* Problem to solve:
Please transcribe every entry below exactly, without including the pictures.

* Source information:
'''
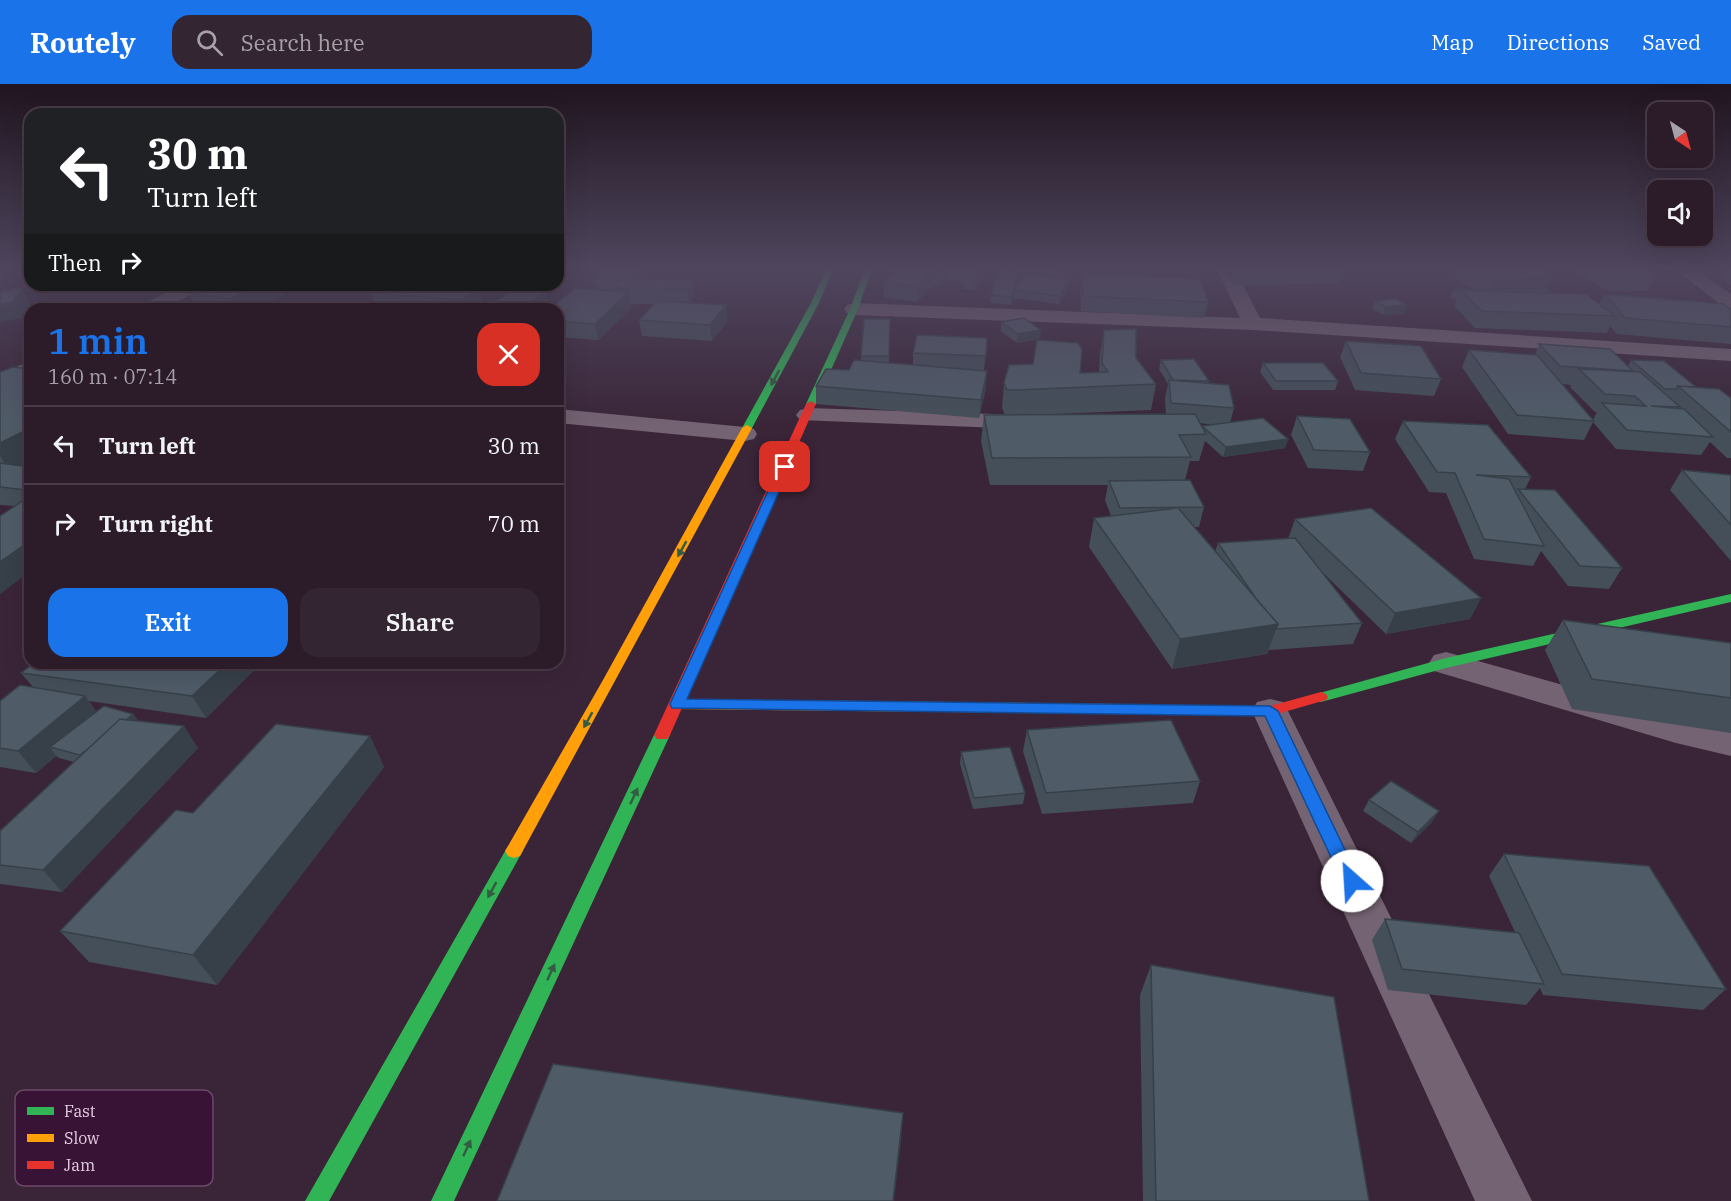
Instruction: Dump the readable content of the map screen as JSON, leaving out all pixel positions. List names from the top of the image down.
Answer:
{
  "legend": ["Fast", "Slow", "Jam"],
  "north": "bottom right",
  "page": {
    "header": "Routely",
    "search": "Search here",
    "nav": ["Map", "Directions", "Saved"],
    "turn": ["30 m", "Turn left"],
    "then": "Then",
    "heading": ["1 min", "160 m · 07:14"],
    "list": [
      {
        "name": "Turn left",
        "value": "30 m"
      },
      {
        "name": "Turn right",
        "value": "70 m"
      }
    ],
    "buttons": ["Exit", "Share"]
  }
}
'''
* Solution to this problem:
Instruction: Dump the readable content of the map screen as JSON, leaving out all pixel positions. List names from the top of the image down.
Answer:
{
  "legend": ["Fast", "Slow", "Jam"],
  "north": "bottom right",
  "page": {
    "header": "Routely",
    "search": "Search here",
    "nav": ["Map", "Directions", "Saved"],
    "turn": ["30 m", "Turn left"],
    "then": "Then",
    "heading": ["1 min", "160 m · 07:14"],
    "list": [
      {
        "name": "Turn left",
        "value": "30 m"
      },
      {
        "name": "Turn right",
        "value": "70 m"
      }
    ],
    "buttons": ["Exit", "Share"]
  }
}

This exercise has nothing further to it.